(Stored data)
▼
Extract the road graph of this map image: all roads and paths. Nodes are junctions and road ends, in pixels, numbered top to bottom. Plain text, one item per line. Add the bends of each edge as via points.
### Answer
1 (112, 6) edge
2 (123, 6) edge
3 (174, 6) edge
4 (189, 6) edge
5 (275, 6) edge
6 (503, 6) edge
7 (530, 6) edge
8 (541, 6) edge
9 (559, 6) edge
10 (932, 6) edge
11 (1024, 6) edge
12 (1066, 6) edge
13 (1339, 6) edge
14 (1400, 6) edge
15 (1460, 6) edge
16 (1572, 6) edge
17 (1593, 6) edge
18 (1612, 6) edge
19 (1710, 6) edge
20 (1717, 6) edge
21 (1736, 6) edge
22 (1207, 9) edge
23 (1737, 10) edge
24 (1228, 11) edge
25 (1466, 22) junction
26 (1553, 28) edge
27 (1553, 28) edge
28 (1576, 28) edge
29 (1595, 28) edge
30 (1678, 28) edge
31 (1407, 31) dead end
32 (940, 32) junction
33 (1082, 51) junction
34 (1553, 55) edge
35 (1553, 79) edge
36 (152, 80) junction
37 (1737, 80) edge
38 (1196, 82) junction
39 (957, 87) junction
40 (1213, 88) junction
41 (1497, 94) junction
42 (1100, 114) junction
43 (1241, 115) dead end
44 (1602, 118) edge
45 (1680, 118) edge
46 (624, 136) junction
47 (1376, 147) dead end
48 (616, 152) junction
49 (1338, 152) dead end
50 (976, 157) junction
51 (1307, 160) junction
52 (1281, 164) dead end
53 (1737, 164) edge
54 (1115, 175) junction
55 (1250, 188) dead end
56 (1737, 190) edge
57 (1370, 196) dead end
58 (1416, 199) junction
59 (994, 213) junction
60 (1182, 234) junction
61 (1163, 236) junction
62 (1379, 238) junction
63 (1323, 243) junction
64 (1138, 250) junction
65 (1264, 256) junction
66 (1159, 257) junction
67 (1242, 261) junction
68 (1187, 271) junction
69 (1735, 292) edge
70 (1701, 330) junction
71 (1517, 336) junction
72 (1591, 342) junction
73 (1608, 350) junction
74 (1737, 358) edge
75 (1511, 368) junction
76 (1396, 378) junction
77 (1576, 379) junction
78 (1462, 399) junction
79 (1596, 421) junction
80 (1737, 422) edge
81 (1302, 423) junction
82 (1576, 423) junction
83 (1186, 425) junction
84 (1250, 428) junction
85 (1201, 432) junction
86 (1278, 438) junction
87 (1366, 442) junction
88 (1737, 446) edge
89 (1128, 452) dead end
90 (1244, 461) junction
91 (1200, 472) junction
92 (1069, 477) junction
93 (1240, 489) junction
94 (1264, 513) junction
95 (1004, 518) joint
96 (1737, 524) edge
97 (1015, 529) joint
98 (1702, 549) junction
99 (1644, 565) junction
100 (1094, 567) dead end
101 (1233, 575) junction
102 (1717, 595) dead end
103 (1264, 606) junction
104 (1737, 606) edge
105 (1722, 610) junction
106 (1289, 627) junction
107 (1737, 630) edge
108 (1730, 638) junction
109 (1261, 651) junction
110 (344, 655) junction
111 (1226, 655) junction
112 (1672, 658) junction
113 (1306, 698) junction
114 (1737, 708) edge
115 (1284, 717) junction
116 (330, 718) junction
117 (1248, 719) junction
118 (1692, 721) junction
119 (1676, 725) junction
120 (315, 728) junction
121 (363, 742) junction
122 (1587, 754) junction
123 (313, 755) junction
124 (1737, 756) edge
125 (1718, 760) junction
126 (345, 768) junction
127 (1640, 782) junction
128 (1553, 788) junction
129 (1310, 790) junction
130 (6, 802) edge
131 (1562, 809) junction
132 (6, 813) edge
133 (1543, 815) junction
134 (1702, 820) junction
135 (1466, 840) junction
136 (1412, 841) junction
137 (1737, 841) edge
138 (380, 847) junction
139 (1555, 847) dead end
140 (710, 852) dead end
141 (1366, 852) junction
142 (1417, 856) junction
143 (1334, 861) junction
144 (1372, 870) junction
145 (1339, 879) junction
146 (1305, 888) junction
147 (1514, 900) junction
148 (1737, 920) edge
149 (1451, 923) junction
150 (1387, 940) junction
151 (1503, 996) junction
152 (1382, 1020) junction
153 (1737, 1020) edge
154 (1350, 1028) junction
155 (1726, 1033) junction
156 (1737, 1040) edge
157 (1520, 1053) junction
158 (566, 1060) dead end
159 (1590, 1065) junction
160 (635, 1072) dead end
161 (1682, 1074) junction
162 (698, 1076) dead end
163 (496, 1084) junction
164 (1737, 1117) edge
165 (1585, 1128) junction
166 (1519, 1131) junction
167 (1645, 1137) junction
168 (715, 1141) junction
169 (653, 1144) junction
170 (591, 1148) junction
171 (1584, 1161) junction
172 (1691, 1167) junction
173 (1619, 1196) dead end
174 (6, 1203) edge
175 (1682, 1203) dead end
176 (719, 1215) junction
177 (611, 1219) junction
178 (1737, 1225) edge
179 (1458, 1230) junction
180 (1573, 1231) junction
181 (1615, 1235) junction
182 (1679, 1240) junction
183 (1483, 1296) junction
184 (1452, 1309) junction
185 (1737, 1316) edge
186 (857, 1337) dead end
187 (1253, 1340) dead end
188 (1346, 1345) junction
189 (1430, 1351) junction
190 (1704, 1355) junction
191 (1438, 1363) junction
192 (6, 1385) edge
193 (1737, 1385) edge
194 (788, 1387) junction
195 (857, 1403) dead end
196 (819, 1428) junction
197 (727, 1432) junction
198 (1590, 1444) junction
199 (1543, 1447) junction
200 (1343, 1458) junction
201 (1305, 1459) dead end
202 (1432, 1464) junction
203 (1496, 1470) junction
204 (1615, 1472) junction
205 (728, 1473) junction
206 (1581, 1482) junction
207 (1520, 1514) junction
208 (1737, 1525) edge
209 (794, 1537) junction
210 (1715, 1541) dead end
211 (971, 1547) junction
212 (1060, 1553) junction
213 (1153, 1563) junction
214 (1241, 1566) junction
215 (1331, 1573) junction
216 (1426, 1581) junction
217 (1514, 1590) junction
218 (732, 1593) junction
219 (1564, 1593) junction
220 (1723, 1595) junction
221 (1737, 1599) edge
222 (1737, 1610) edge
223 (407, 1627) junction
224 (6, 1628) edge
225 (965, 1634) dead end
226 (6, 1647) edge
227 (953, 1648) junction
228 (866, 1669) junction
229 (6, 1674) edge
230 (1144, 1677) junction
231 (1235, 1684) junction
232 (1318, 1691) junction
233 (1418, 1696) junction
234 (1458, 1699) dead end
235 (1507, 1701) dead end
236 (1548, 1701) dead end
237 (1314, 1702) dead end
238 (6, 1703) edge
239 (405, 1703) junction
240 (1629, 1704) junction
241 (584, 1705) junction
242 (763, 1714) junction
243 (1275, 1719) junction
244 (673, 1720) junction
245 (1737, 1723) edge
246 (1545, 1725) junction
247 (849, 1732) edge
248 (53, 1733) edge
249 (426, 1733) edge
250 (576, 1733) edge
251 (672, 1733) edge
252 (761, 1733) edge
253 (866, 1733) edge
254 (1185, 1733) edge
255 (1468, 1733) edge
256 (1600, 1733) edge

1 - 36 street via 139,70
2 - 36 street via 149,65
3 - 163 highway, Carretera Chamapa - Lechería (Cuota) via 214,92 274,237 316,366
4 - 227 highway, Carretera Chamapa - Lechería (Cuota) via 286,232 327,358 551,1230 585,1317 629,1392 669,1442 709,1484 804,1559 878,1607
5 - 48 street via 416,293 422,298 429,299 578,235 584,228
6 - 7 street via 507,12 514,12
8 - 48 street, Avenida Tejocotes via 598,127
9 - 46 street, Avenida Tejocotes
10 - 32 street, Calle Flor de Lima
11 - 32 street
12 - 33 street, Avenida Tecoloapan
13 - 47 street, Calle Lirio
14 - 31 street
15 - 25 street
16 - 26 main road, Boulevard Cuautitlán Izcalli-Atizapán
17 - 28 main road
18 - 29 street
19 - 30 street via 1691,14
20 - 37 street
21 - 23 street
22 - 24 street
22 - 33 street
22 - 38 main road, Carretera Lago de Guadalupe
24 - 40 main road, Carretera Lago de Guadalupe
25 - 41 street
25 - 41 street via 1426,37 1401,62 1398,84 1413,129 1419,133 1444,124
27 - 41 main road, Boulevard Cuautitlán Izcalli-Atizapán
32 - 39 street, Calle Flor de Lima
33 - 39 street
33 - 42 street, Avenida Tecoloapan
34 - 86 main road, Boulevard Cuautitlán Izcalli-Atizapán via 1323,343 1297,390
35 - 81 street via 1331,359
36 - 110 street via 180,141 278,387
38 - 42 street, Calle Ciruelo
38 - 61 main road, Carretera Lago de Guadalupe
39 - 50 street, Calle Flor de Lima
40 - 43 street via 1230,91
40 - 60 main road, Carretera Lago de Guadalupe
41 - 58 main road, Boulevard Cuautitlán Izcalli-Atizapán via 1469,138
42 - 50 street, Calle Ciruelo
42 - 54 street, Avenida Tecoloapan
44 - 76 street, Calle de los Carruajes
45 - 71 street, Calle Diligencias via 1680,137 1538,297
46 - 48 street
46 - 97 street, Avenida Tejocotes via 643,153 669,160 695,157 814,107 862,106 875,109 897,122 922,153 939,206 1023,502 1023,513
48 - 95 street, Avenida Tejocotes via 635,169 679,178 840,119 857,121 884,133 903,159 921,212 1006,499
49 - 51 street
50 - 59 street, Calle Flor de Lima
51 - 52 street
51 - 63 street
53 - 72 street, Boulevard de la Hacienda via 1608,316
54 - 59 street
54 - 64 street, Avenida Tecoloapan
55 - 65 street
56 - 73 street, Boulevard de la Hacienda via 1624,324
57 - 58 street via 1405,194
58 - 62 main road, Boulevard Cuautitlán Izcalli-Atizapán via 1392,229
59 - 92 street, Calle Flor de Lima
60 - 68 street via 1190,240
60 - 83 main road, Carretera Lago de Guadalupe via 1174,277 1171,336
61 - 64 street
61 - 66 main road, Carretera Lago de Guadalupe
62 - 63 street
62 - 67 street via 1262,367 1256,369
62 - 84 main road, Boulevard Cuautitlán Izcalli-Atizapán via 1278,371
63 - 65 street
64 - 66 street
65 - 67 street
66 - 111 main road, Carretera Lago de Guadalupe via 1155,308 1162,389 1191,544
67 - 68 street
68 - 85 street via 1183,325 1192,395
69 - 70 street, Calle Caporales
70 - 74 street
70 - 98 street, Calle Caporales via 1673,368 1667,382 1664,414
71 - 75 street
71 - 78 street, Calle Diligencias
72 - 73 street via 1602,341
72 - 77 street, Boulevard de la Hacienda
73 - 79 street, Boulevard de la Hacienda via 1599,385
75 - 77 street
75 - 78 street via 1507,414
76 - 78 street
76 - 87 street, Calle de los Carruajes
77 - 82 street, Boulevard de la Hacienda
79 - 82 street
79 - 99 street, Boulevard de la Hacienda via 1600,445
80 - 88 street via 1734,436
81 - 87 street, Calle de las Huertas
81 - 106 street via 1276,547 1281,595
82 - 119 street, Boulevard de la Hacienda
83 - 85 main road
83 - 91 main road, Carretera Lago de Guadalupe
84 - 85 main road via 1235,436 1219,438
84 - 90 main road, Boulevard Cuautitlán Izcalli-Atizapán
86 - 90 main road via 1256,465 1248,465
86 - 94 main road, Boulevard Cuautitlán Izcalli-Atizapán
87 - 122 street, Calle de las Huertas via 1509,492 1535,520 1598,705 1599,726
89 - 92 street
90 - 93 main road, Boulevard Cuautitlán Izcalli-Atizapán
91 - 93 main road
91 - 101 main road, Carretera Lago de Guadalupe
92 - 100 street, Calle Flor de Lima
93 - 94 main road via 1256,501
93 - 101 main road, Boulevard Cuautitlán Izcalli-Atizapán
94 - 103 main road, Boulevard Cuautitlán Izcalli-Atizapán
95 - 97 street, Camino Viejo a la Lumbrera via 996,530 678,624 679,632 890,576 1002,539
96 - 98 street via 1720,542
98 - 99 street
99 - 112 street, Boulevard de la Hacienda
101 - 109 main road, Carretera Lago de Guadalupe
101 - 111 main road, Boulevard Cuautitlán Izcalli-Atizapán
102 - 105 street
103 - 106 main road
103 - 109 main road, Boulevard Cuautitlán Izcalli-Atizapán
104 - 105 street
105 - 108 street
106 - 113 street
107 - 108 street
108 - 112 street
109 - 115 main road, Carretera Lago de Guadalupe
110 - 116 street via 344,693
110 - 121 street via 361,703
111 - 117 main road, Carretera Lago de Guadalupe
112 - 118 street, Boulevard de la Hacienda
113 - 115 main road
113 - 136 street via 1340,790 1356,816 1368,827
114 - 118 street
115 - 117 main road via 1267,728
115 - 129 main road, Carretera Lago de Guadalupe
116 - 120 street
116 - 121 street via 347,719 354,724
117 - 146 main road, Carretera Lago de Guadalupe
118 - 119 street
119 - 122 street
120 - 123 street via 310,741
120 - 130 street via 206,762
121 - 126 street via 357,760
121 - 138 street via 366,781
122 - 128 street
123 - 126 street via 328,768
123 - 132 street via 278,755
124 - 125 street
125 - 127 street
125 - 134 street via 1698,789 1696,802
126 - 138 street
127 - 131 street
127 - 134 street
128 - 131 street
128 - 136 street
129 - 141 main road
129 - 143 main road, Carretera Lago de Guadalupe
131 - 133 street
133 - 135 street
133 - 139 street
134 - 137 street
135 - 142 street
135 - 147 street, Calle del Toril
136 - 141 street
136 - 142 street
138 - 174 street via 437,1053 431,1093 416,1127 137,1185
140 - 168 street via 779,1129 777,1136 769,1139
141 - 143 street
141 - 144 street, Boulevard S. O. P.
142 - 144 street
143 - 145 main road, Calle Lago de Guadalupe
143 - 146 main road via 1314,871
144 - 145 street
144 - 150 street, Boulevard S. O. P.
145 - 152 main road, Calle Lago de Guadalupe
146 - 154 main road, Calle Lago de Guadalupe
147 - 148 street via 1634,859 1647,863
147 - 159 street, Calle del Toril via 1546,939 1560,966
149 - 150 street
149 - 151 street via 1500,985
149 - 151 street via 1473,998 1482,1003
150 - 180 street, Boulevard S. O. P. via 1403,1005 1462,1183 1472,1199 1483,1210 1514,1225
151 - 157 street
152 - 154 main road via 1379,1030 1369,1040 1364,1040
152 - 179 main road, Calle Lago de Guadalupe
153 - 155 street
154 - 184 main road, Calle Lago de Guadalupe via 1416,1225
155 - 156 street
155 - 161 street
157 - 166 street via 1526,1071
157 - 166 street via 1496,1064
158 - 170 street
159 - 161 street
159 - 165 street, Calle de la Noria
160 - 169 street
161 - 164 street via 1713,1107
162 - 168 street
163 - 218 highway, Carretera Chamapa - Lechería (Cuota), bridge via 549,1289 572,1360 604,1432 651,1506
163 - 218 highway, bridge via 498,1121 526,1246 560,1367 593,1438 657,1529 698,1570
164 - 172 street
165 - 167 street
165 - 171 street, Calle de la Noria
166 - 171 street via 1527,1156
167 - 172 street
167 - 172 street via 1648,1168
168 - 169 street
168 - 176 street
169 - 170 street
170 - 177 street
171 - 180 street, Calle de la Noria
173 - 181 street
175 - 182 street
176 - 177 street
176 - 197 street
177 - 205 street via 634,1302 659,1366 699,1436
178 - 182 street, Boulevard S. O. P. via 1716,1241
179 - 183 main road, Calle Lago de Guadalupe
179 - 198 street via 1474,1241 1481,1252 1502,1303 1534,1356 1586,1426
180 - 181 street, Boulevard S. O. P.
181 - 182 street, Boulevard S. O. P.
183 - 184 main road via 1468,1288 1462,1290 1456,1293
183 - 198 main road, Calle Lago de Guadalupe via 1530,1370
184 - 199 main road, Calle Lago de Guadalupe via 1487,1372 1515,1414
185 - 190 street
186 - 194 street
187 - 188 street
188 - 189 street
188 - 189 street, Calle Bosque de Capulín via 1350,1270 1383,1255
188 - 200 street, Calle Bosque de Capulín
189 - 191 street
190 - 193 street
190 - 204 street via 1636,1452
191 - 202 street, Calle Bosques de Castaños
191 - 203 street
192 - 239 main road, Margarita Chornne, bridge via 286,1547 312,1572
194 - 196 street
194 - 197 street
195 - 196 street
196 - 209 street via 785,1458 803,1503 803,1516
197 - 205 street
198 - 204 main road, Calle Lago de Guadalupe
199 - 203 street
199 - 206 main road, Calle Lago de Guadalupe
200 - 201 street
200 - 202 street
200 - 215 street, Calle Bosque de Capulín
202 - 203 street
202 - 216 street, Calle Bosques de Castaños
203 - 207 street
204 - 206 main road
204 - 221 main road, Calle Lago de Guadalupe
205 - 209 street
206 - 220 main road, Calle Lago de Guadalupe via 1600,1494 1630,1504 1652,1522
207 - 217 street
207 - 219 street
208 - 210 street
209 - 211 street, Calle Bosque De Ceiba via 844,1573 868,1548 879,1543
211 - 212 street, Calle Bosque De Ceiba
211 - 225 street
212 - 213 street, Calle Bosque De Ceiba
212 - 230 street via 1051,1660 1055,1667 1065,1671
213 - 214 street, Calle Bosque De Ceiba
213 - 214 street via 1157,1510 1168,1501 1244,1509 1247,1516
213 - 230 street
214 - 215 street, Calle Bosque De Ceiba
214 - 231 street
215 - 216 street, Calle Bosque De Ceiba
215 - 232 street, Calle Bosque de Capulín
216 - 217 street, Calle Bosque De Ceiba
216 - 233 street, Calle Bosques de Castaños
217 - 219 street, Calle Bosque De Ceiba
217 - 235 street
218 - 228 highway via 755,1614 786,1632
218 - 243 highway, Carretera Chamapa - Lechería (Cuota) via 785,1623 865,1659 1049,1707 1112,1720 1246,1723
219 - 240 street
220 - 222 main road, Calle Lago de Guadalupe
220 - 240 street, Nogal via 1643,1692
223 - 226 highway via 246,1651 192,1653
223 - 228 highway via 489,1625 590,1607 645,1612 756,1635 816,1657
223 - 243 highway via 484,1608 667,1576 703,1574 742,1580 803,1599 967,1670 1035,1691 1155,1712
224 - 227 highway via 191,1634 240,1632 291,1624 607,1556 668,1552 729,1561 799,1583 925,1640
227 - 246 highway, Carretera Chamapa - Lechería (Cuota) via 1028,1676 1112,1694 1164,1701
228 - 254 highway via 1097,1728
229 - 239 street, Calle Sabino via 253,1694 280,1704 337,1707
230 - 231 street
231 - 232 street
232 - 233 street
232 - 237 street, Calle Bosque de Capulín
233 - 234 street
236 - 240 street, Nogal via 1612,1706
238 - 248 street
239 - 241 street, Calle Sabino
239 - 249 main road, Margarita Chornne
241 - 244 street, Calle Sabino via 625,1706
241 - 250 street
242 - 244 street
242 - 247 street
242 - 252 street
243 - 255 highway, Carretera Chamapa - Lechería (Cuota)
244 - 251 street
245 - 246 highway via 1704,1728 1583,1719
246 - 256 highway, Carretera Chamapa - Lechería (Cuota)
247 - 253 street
▲
What you are asked to do — Go through the entries above and copy every line containing "Tejocotes".

Solution to this problem —
8 - 48 street, Avenida Tejocotes via 598,127
9 - 46 street, Avenida Tejocotes
46 - 97 street, Avenida Tejocotes via 643,153 669,160 695,157 814,107 862,106 875,109 897,122 922,153 939,206 1023,502 1023,513
48 - 95 street, Avenida Tejocotes via 635,169 679,178 840,119 857,121 884,133 903,159 921,212 1006,499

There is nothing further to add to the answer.